さて、こうやって、歴史に沿って遺跡を回ってみるとわかるように、なぜ、これだけの遺跡を残しながら、彼らは、みな消えてしまったのか、実に不思議なのだ。(そのあたりに、ひょっとしたら、セドナの土地の持つエネルギーの秘密、また、一部の人を熱狂的に魅了する秘密があるのかもしれない。)

その後にセドナに移住してきたのは、有名なナバホやアパッチといったアメリカインディアン達でもなく、先住民は誰も住んでいない状態のままで、近代になって、ヨーロッパ移民が移ってきたときから、セドナと名づけられ、新しい歴史が始まる。

◆セドナの近代史
1853年になって、ヨーロッパからのやってきたのが、アントニオ・デ・エスペロという男で、金鉱や銀鉱の発掘が目的だったようだが、結局、見つからず、その代わりに美しい自然と、住み易い気候の地であることを発見したようだ。

その後は、多くのガイドブックでも紹介しているとおり、 1900年近くになると、初めて、数人の白人が入ってくる。

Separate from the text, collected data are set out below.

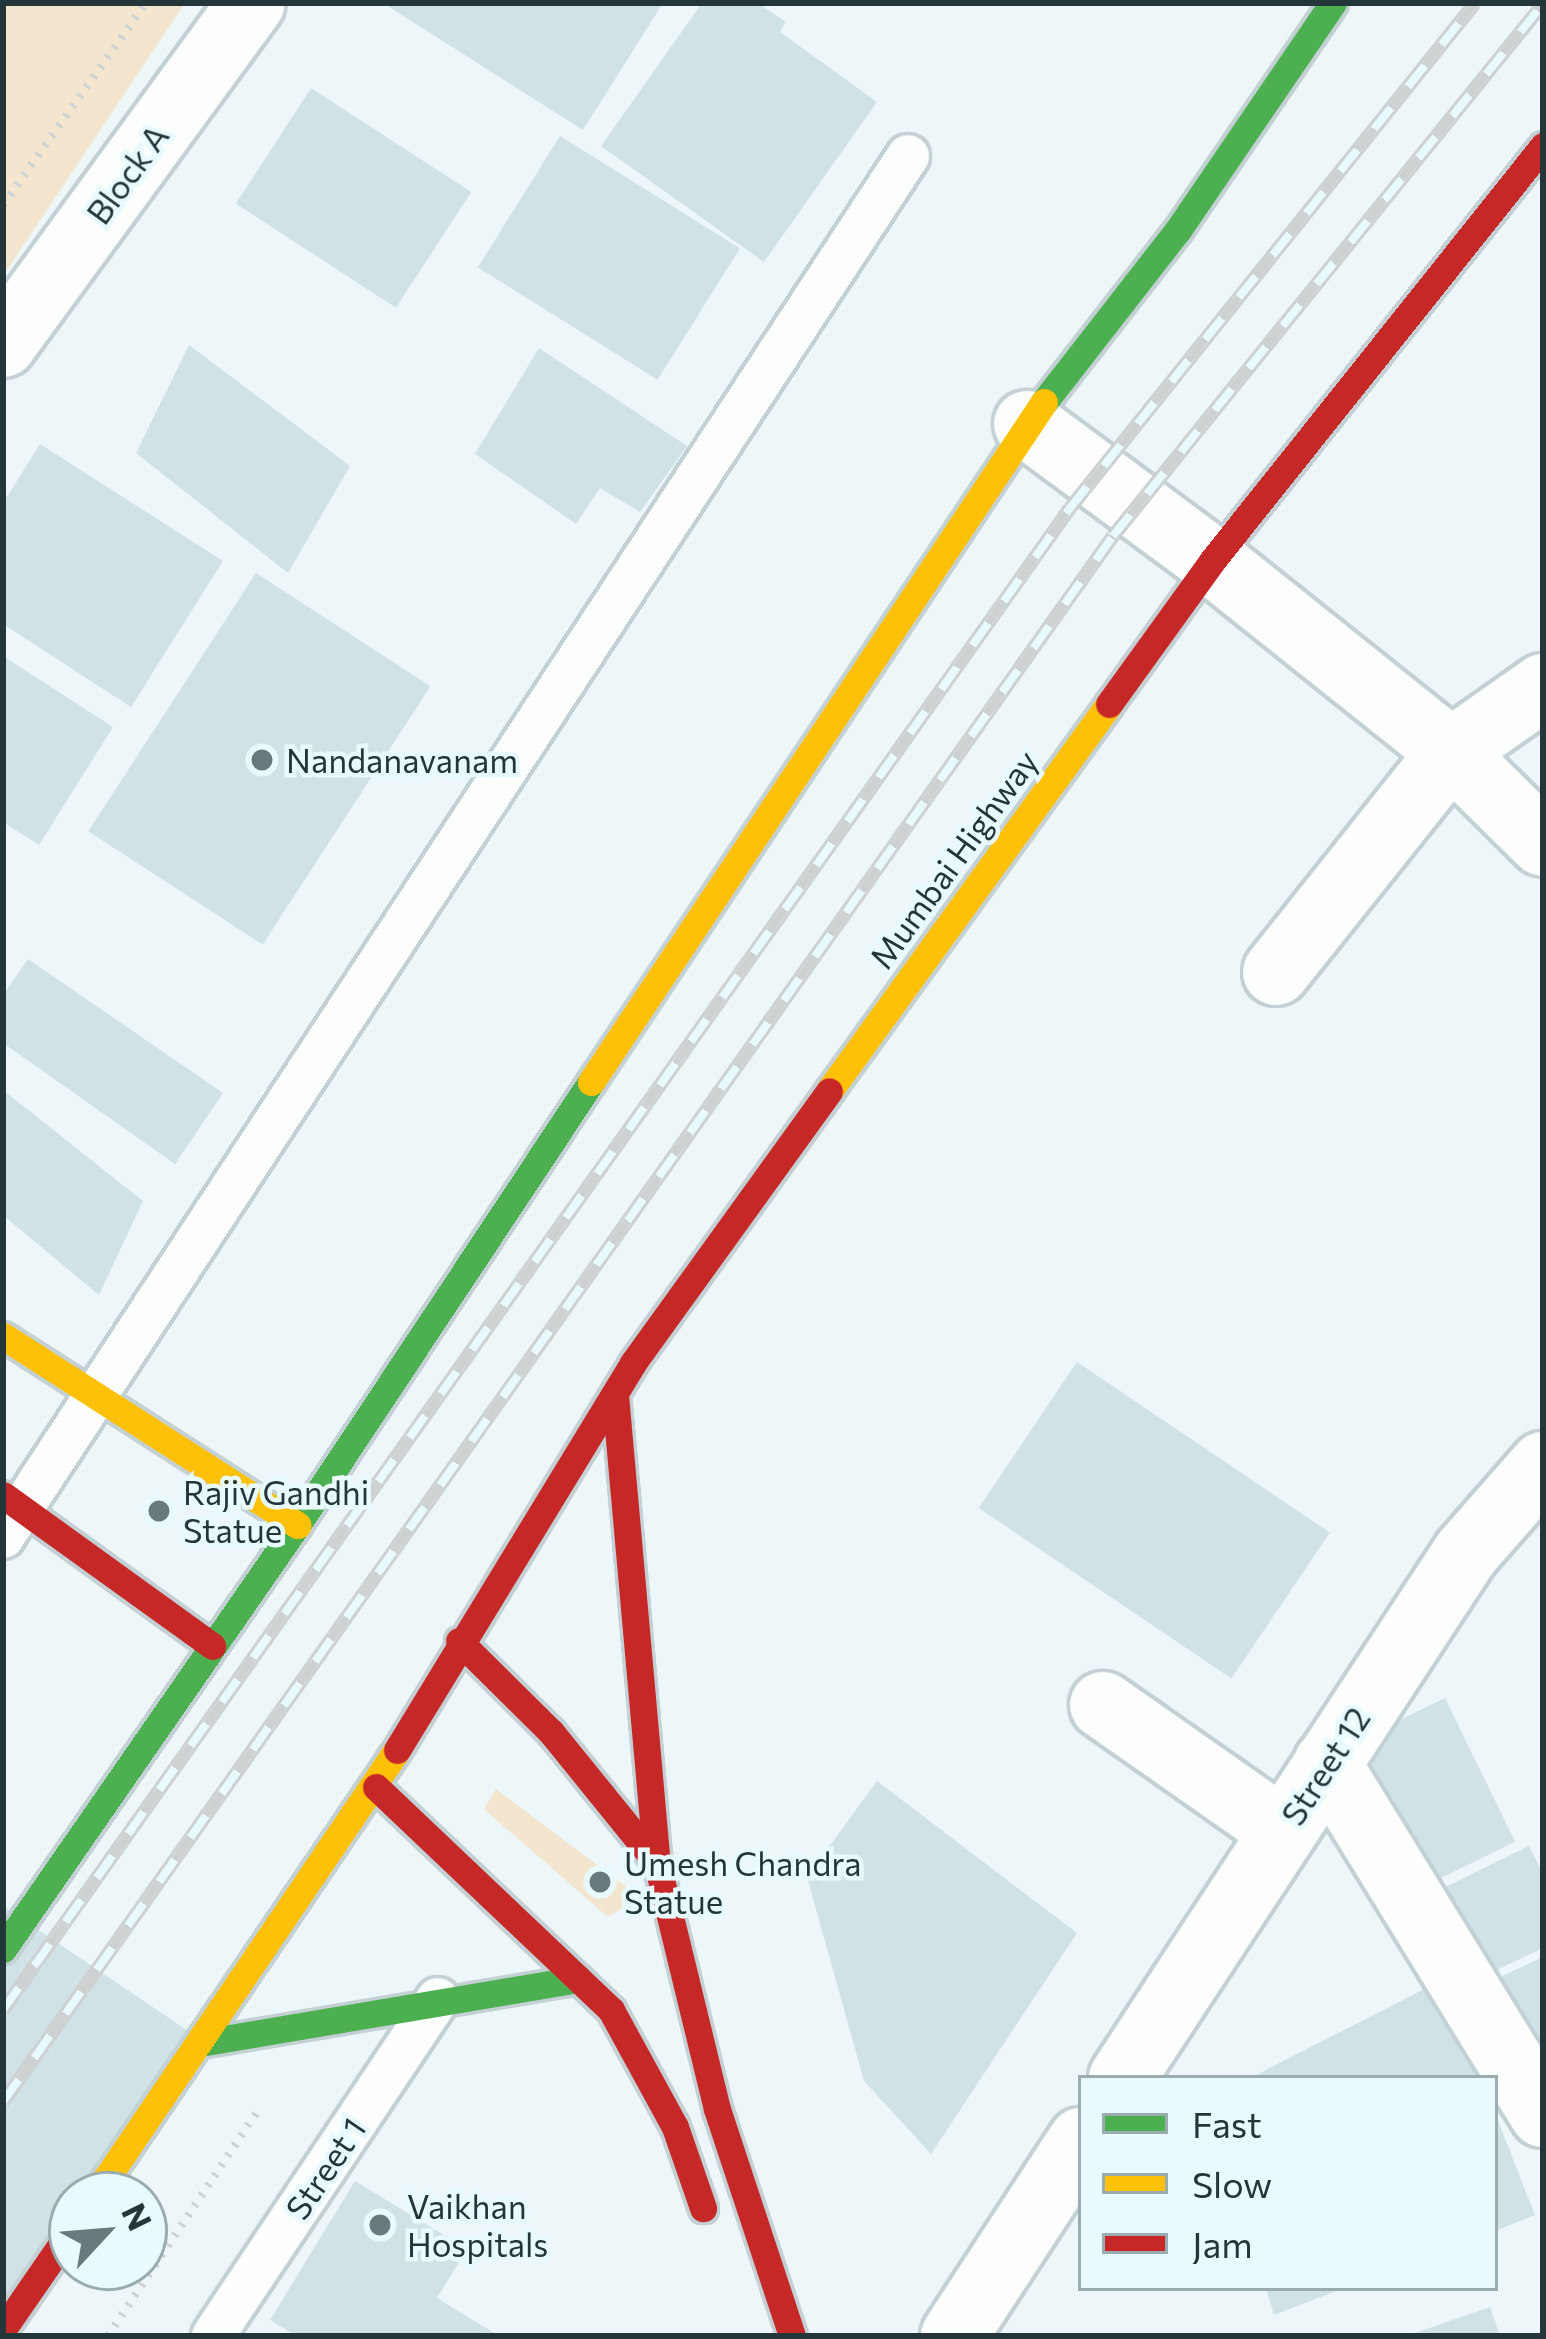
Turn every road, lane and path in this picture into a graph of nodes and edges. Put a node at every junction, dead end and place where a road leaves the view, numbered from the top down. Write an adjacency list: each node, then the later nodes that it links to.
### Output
1 (146, 3): 6 (path)
2 (252, 3): 7 (street, Block A)
3 (1333, 3): 8 (main road)
4 (1543, 146): 9 (main road, Mumbai Highway)
5 (908, 156): 16 (lane)
6 (3, 205)
7 (3, 344)
8 (1027, 424): 9 (street); 19 (main road)
9 (1212, 561): 11 (street); 15 (main road, Mumbai Highway)
10 (1543, 687): 11 (street)
11 (1451, 752): 12 (street); 13 (street)
12 (1543, 843)
13 (1276, 972)
14 (3, 1336): 16 (main road)
15 (615, 1395): 20 (main road, Mumbai Highway); 26 (main road)
16 (98, 1398): 18 (lane); 19 (main road)
17 (1543, 1465): 23 (street, Street 12)
18 (9, 1514): 21 (main road)
19 (297, 1526): 21 (main road)
20 (459, 1641): 24 (main road, Mumbai Highway); 26 (main road)
21 (212, 1646): 27 (main road)
22 (1103, 1705): 25 (street)
23 (1327, 1763): 25 (street, Street 12); 33 (street)
24 (376, 1787): 28 (main road); 31 (main road, Mumbai Highway)
25 (1283, 1831): 32 (street, Street 12)
26 (657, 1863): 41 (main road)
27 (3, 1948)
28 (579, 1979): 29 (main road); 36 (main road)
29 (438, 1999): 30 (main road); 40 (lane, Street 1)
30 (314, 2021): 31 (main road); 39 (path)
31 (200, 2043): 35 (main road, Mumbai Highway)
32 (1124, 2075)
33 (1543, 2114)
34 (1078, 2145): 42 (street)
35 (112, 2171)
36 (712, 2232)
37 (48, 2264): 38 (main road)
38 (3, 2329)
39 (108, 2336)
40 (213, 2336)
41 (791, 2336)
42 (954, 2336)

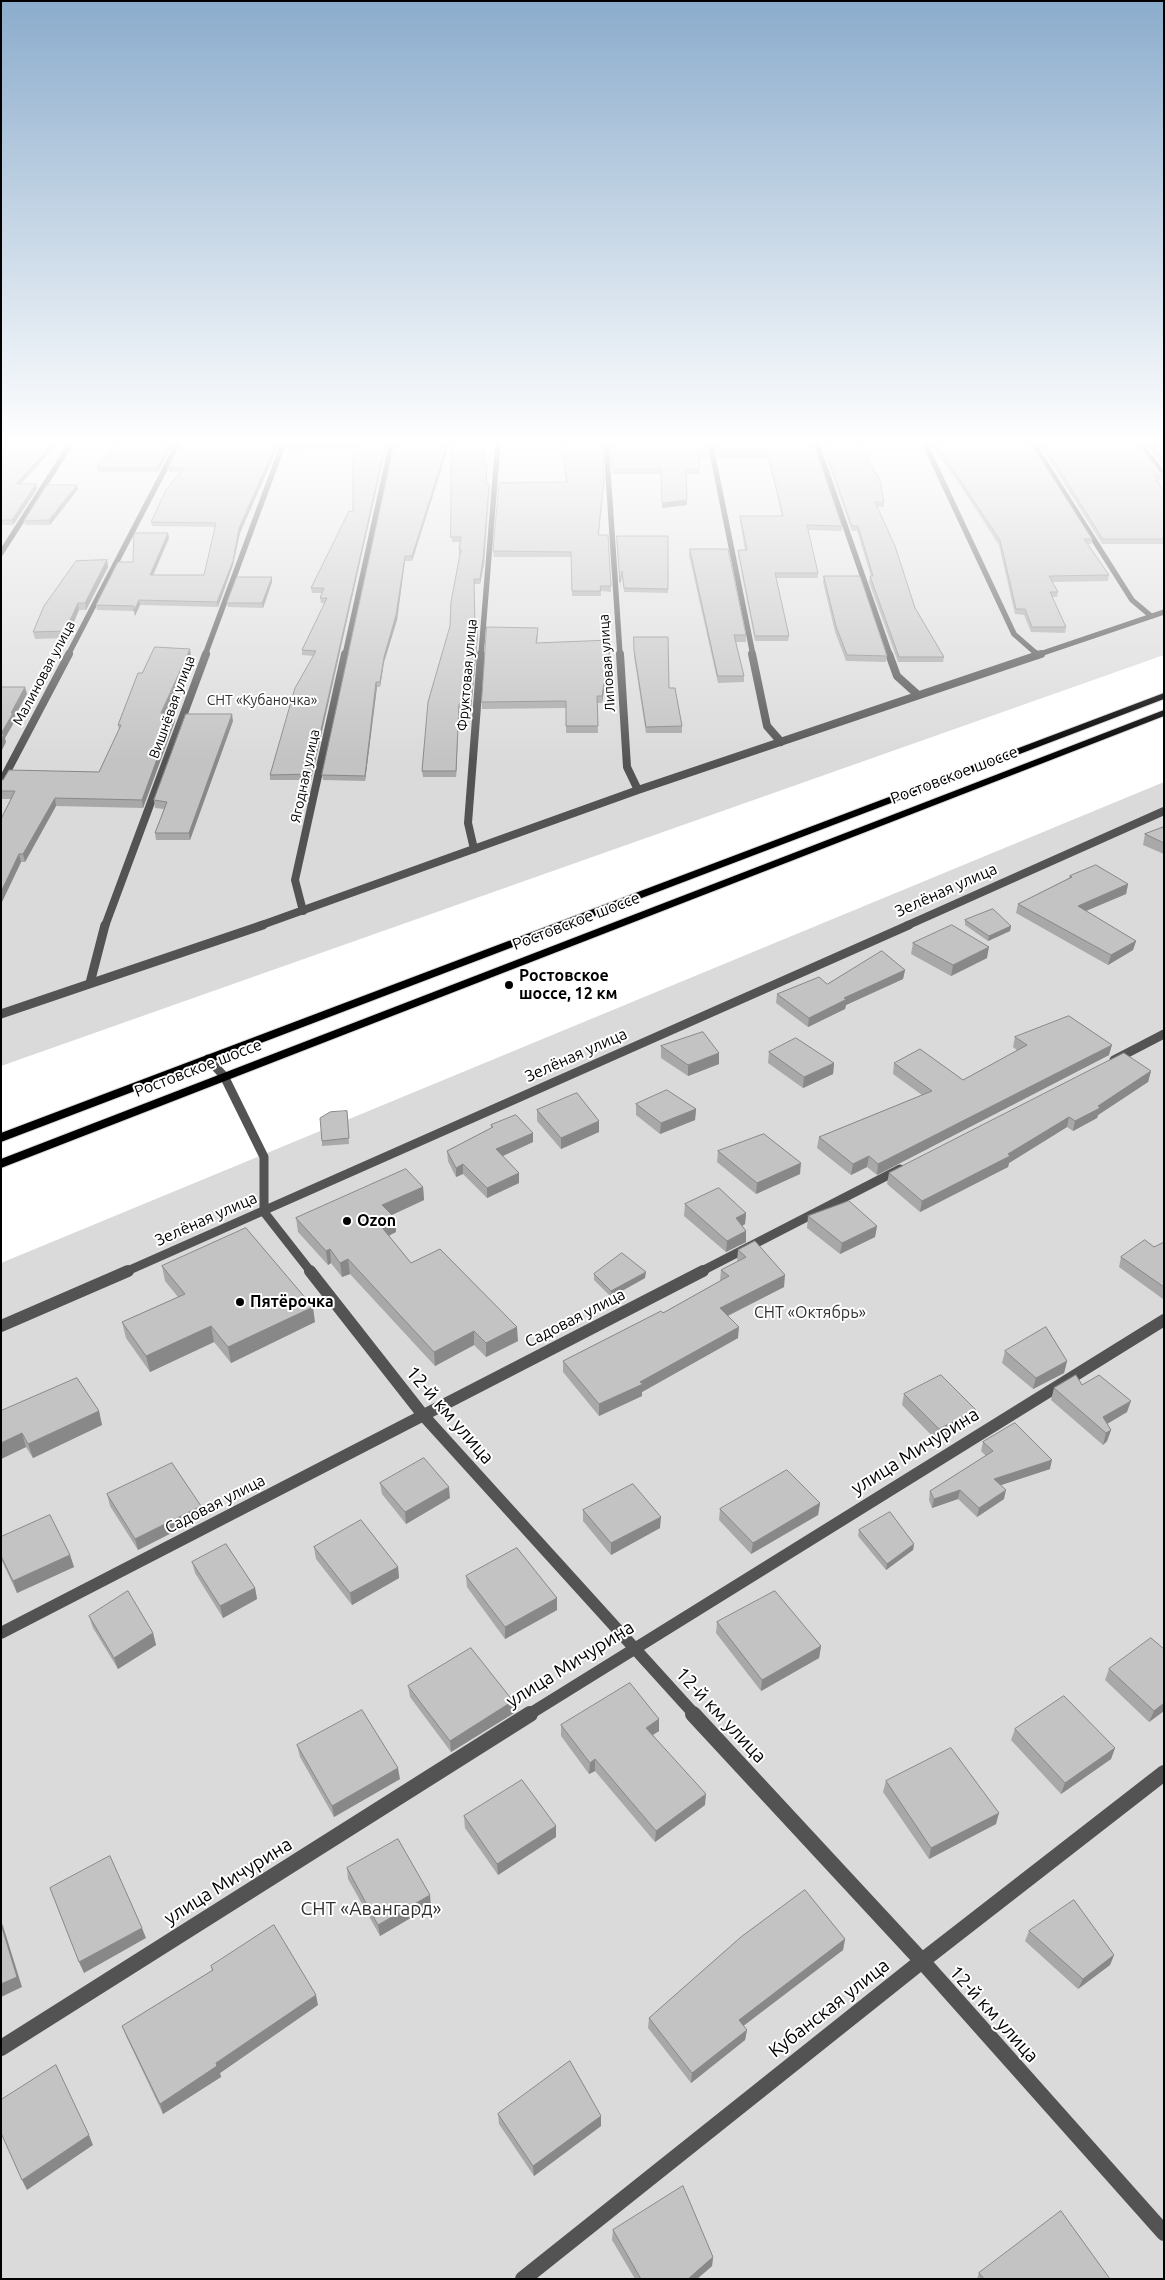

果実栽培と牛の牧場経営としてこの地にやってきたようだ。
1902年、カール・シュネブリー(夫)とセドナ・シュネブリー(妻)が ミズーリ州より移り住み、郵便局がなかったこの街にカールが郵便局を設立した際、妻の名前の「セドナ・郵便局」と名付けとのをきっかけに、セドナという地名がついたというのは、有名な話。

◆オーククリークキャニオン(Oak Creek Canyon)とシーニックドライブ89A
セドナから北上し、フラグスタッフに向かうには、2つの方法がある。距離にすれば、せいぜい30キロ程度。1つは、フリーウェイの17号線を使うもの。(これは、ずっと南は、州都のフェニックスに続いてる道)。 もう一つ、ぜひ、お勧めなのは、89Aという道だ。

この道は、オーククリークキャニオンをとおり、その名の通りセドナ大地を潤すオーククリークが流れていて、峡谷には緑も多くみずみずしく、トレイルなども多くある。 この道は、シーニックドライブとしても有名で、ヘアピンカーブの場所があったり、運転も実に楽しい。
フラグスタッフに近づくにつれて、いつのまにか、セドナの景色と違ってくる。赤いむき出しの大地が、いつのまにか、緑溢れる針葉樹に変わり、森の香りに包まれる。 ここは、セドナより6000フィート(1.83キロ)以上も登った場所になるため、空気もがらっと変わってくるのだ。

セドナの楽しみ方は、決してスピリチュアルに限らず、バラエティーに富んでいる。